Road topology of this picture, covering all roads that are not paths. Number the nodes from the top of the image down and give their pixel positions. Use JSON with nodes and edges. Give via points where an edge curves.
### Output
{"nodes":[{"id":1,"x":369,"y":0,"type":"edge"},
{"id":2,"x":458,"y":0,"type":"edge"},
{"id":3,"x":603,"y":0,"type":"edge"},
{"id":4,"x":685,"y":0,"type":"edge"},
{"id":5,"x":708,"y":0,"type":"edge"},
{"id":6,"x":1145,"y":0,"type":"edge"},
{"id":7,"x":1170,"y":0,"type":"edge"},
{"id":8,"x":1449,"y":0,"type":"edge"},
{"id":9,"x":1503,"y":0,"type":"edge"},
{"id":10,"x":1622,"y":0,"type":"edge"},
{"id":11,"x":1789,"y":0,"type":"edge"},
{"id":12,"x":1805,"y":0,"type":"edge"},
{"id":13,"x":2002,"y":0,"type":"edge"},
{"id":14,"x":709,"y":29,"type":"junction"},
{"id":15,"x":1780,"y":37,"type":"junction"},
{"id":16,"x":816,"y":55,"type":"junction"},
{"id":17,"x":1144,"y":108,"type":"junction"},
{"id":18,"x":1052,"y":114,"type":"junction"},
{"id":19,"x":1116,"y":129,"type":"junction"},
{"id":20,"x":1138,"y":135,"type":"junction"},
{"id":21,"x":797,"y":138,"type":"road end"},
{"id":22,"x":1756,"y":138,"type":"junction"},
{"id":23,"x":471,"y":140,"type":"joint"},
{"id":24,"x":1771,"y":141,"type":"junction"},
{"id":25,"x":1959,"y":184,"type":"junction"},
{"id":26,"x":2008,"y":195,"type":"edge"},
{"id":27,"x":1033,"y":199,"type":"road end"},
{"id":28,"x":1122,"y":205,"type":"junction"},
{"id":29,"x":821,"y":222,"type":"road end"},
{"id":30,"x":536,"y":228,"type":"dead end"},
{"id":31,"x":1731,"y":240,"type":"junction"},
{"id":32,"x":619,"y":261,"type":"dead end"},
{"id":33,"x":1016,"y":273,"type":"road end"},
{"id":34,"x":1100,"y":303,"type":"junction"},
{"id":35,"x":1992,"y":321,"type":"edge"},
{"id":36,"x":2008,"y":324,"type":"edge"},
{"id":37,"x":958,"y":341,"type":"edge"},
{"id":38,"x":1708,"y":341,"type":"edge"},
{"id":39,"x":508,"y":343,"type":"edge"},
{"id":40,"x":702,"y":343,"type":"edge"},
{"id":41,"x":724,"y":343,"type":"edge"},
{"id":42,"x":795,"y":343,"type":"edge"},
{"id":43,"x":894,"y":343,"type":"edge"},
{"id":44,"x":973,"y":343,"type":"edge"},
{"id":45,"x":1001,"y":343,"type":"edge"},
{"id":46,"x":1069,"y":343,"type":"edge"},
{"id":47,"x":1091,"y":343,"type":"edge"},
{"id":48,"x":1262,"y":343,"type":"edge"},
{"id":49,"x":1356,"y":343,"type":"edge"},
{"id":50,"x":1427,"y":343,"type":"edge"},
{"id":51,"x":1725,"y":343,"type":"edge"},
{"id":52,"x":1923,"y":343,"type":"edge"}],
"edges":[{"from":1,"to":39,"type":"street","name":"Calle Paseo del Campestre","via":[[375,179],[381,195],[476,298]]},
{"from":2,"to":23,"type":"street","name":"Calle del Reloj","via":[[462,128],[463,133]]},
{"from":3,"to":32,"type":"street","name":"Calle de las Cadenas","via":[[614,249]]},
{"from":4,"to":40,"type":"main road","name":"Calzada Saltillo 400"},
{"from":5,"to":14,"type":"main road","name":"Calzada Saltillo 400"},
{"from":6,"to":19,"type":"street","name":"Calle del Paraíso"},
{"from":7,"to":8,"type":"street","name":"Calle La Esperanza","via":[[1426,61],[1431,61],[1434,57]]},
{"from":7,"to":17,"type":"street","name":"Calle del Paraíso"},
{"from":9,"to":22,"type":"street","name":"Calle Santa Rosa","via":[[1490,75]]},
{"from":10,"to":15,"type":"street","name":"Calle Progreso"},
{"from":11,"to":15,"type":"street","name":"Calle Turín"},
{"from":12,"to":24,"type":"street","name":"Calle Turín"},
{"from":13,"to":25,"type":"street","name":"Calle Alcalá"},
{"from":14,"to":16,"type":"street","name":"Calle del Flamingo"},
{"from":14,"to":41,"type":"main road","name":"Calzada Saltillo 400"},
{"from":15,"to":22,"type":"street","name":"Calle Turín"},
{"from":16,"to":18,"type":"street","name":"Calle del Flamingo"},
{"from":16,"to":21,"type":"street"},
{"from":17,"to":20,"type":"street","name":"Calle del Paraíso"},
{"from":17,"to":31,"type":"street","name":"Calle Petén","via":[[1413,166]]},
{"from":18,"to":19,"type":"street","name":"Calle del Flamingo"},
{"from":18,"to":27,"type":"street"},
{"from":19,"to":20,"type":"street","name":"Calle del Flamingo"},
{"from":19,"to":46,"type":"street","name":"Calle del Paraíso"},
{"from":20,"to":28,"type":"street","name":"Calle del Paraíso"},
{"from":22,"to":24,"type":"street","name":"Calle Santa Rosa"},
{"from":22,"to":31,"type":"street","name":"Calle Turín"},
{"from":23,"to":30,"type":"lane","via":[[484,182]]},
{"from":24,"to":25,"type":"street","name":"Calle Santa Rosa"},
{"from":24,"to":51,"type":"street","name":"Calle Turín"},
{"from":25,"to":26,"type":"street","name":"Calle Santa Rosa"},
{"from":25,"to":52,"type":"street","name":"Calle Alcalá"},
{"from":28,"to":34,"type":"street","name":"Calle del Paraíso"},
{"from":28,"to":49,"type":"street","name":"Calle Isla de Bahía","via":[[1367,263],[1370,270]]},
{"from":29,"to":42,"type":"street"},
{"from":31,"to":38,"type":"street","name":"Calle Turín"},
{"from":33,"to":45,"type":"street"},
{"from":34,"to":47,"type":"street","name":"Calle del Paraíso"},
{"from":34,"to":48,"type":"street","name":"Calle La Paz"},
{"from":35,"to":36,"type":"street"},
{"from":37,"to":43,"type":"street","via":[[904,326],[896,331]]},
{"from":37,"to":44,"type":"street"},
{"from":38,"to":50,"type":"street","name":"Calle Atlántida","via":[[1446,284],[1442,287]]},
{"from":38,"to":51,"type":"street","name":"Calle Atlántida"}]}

* * * *

◆ WORK TASK ◆
Repeat each entry above exactly as shown.

◆ ANSWER TO THIS TASK ◆
Road topology of this picture, covering all roads that are not paths. Number the nodes from the top of the image down and give their pixel positions. Use JSON with nodes and edges. Give via points where an edge curves.
### Output
{"nodes":[{"id":1,"x":369,"y":0,"type":"edge"},
{"id":2,"x":458,"y":0,"type":"edge"},
{"id":3,"x":603,"y":0,"type":"edge"},
{"id":4,"x":685,"y":0,"type":"edge"},
{"id":5,"x":708,"y":0,"type":"edge"},
{"id":6,"x":1145,"y":0,"type":"edge"},
{"id":7,"x":1170,"y":0,"type":"edge"},
{"id":8,"x":1449,"y":0,"type":"edge"},
{"id":9,"x":1503,"y":0,"type":"edge"},
{"id":10,"x":1622,"y":0,"type":"edge"},
{"id":11,"x":1789,"y":0,"type":"edge"},
{"id":12,"x":1805,"y":0,"type":"edge"},
{"id":13,"x":2002,"y":0,"type":"edge"},
{"id":14,"x":709,"y":29,"type":"junction"},
{"id":15,"x":1780,"y":37,"type":"junction"},
{"id":16,"x":816,"y":55,"type":"junction"},
{"id":17,"x":1144,"y":108,"type":"junction"},
{"id":18,"x":1052,"y":114,"type":"junction"},
{"id":19,"x":1116,"y":129,"type":"junction"},
{"id":20,"x":1138,"y":135,"type":"junction"},
{"id":21,"x":797,"y":138,"type":"road end"},
{"id":22,"x":1756,"y":138,"type":"junction"},
{"id":23,"x":471,"y":140,"type":"joint"},
{"id":24,"x":1771,"y":141,"type":"junction"},
{"id":25,"x":1959,"y":184,"type":"junction"},
{"id":26,"x":2008,"y":195,"type":"edge"},
{"id":27,"x":1033,"y":199,"type":"road end"},
{"id":28,"x":1122,"y":205,"type":"junction"},
{"id":29,"x":821,"y":222,"type":"road end"},
{"id":30,"x":536,"y":228,"type":"dead end"},
{"id":31,"x":1731,"y":240,"type":"junction"},
{"id":32,"x":619,"y":261,"type":"dead end"},
{"id":33,"x":1016,"y":273,"type":"road end"},
{"id":34,"x":1100,"y":303,"type":"junction"},
{"id":35,"x":1992,"y":321,"type":"edge"},
{"id":36,"x":2008,"y":324,"type":"edge"},
{"id":37,"x":958,"y":341,"type":"edge"},
{"id":38,"x":1708,"y":341,"type":"edge"},
{"id":39,"x":508,"y":343,"type":"edge"},
{"id":40,"x":702,"y":343,"type":"edge"},
{"id":41,"x":724,"y":343,"type":"edge"},
{"id":42,"x":795,"y":343,"type":"edge"},
{"id":43,"x":894,"y":343,"type":"edge"},
{"id":44,"x":973,"y":343,"type":"edge"},
{"id":45,"x":1001,"y":343,"type":"edge"},
{"id":46,"x":1069,"y":343,"type":"edge"},
{"id":47,"x":1091,"y":343,"type":"edge"},
{"id":48,"x":1262,"y":343,"type":"edge"},
{"id":49,"x":1356,"y":343,"type":"edge"},
{"id":50,"x":1427,"y":343,"type":"edge"},
{"id":51,"x":1725,"y":343,"type":"edge"},
{"id":52,"x":1923,"y":343,"type":"edge"}],
"edges":[{"from":1,"to":39,"type":"street","name":"Calle Paseo del Campestre","via":[[375,179],[381,195],[476,298]]},
{"from":2,"to":23,"type":"street","name":"Calle del Reloj","via":[[462,128],[463,133]]},
{"from":3,"to":32,"type":"street","name":"Calle de las Cadenas","via":[[614,249]]},
{"from":4,"to":40,"type":"main road","name":"Calzada Saltillo 400"},
{"from":5,"to":14,"type":"main road","name":"Calzada Saltillo 400"},
{"from":6,"to":19,"type":"street","name":"Calle del Paraíso"},
{"from":7,"to":8,"type":"street","name":"Calle La Esperanza","via":[[1426,61],[1431,61],[1434,57]]},
{"from":7,"to":17,"type":"street","name":"Calle del Paraíso"},
{"from":9,"to":22,"type":"street","name":"Calle Santa Rosa","via":[[1490,75]]},
{"from":10,"to":15,"type":"street","name":"Calle Progreso"},
{"from":11,"to":15,"type":"street","name":"Calle Turín"},
{"from":12,"to":24,"type":"street","name":"Calle Turín"},
{"from":13,"to":25,"type":"street","name":"Calle Alcalá"},
{"from":14,"to":16,"type":"street","name":"Calle del Flamingo"},
{"from":14,"to":41,"type":"main road","name":"Calzada Saltillo 400"},
{"from":15,"to":22,"type":"street","name":"Calle Turín"},
{"from":16,"to":18,"type":"street","name":"Calle del Flamingo"},
{"from":16,"to":21,"type":"street"},
{"from":17,"to":20,"type":"street","name":"Calle del Paraíso"},
{"from":17,"to":31,"type":"street","name":"Calle Petén","via":[[1413,166]]},
{"from":18,"to":19,"type":"street","name":"Calle del Flamingo"},
{"from":18,"to":27,"type":"street"},
{"from":19,"to":20,"type":"street","name":"Calle del Flamingo"},
{"from":19,"to":46,"type":"street","name":"Calle del Paraíso"},
{"from":20,"to":28,"type":"street","name":"Calle del Paraíso"},
{"from":22,"to":24,"type":"street","name":"Calle Santa Rosa"},
{"from":22,"to":31,"type":"street","name":"Calle Turín"},
{"from":23,"to":30,"type":"lane","via":[[484,182]]},
{"from":24,"to":25,"type":"street","name":"Calle Santa Rosa"},
{"from":24,"to":51,"type":"street","name":"Calle Turín"},
{"from":25,"to":26,"type":"street","name":"Calle Santa Rosa"},
{"from":25,"to":52,"type":"street","name":"Calle Alcalá"},
{"from":28,"to":34,"type":"street","name":"Calle del Paraíso"},
{"from":28,"to":49,"type":"street","name":"Calle Isla de Bahía","via":[[1367,263],[1370,270]]},
{"from":29,"to":42,"type":"street"},
{"from":31,"to":38,"type":"street","name":"Calle Turín"},
{"from":33,"to":45,"type":"street"},
{"from":34,"to":47,"type":"street","name":"Calle del Paraíso"},
{"from":34,"to":48,"type":"street","name":"Calle La Paz"},
{"from":35,"to":36,"type":"street"},
{"from":37,"to":43,"type":"street","via":[[904,326],[896,331]]},
{"from":37,"to":44,"type":"street"},
{"from":38,"to":50,"type":"street","name":"Calle Atlántida","via":[[1446,284],[1442,287]]},
{"from":38,"to":51,"type":"street","name":"Calle Atlántida"}]}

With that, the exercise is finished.